As the official history study points out, “The mass of information which the BSC collected in this way was obviously of interest to London.” Gallup’s polls gave the British a real sense of the lag between the volume of desire on the part of American people to help them and the lack of congressional action necessary to fulfill this desire. The polls also indicated that as the possibility of a German victory was regarded as more likely, Americans felt a greater potential threat to their values and way of life. These findings were particularly valuable to the British in helping to determine what kinds of wartime propaganda would be most effective, and how to concentrate their efforts to subtly shift the balance of American opinion toward the idea that the British and French were fighting mainly to preserve democracy rather than protect their national wealth and power.

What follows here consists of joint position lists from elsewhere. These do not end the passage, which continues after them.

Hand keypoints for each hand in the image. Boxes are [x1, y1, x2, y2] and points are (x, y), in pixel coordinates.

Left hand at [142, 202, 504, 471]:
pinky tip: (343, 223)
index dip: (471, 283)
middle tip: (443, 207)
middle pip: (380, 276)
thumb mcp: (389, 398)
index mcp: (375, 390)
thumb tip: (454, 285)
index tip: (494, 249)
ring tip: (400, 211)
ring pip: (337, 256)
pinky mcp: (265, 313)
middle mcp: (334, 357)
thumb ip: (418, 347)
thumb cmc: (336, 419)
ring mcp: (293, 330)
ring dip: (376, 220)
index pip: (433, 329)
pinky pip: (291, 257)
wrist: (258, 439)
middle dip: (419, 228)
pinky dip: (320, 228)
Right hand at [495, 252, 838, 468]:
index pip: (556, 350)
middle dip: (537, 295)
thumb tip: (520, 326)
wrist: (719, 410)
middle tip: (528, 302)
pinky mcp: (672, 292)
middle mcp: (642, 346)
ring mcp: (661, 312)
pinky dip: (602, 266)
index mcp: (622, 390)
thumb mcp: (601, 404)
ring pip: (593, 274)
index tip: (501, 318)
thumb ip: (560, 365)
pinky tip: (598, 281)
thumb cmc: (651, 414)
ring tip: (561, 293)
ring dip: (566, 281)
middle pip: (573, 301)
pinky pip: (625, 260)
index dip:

Ogilvy, by his own account, had been “moonlighting” as an adviser to the British government, passing along poll data that could influence political strategy, when Stephenson offered him a chance to take on a more active role. With U.S. intervention the key to Britain’s survival, he quit his job and went to work for the BSC in Washington. Stephenson recognized that the same energy and daring that had led Ogilvy to jettison a burgeoning career and reinvent himself in America were qualities that would be of incalculable value in an intelligence agent. He promptly dispatched Ogilvy to Camp X, the BSC’s secret training facility, which had been hastily established in the fall of 1941 on the north shore of Lake Ontario, twenty-five miles outside Toronto. Most of the 260-acre site consisted of flat, scrubby fields and rough woodland, with only an old eight-room farmhouse and a handful of outbuildings that served as storerooms once the camp was built. It was an ideal location, isolated enough to be secure but, with Toronto just two hours from New York by air, easily accessible.

Here in the frozen woods outside Oshawa, the BSC’s raw agent recruits, a hundred or so at a time, received basic instruction in the conduct of operations in the field and information gathering, as well as useful skills such as housebreaking, safe blowing, and lock picking. They also received some special training in the use of various kinds of weapons and explosive devices. The school had a staff of thirty, all experts in their particular line, and was run with military efficiency by the commandant, Colonel Bill Brooker. According to Sweet-Escott, “Brooker was a born salesman. He was a brilliant and convincing lecturer, and an immense fund of stories from the real life of a secret agent to illustrate his points.” Most of Brooker’s guest visitors from the OSS who passed through the school left with “a much clearer idea of what secret operations were likely to involve than anything we could give them in Washington,” even if Sweet-Escott could not vouch for “the exact truth” of all the anecdotes they heard.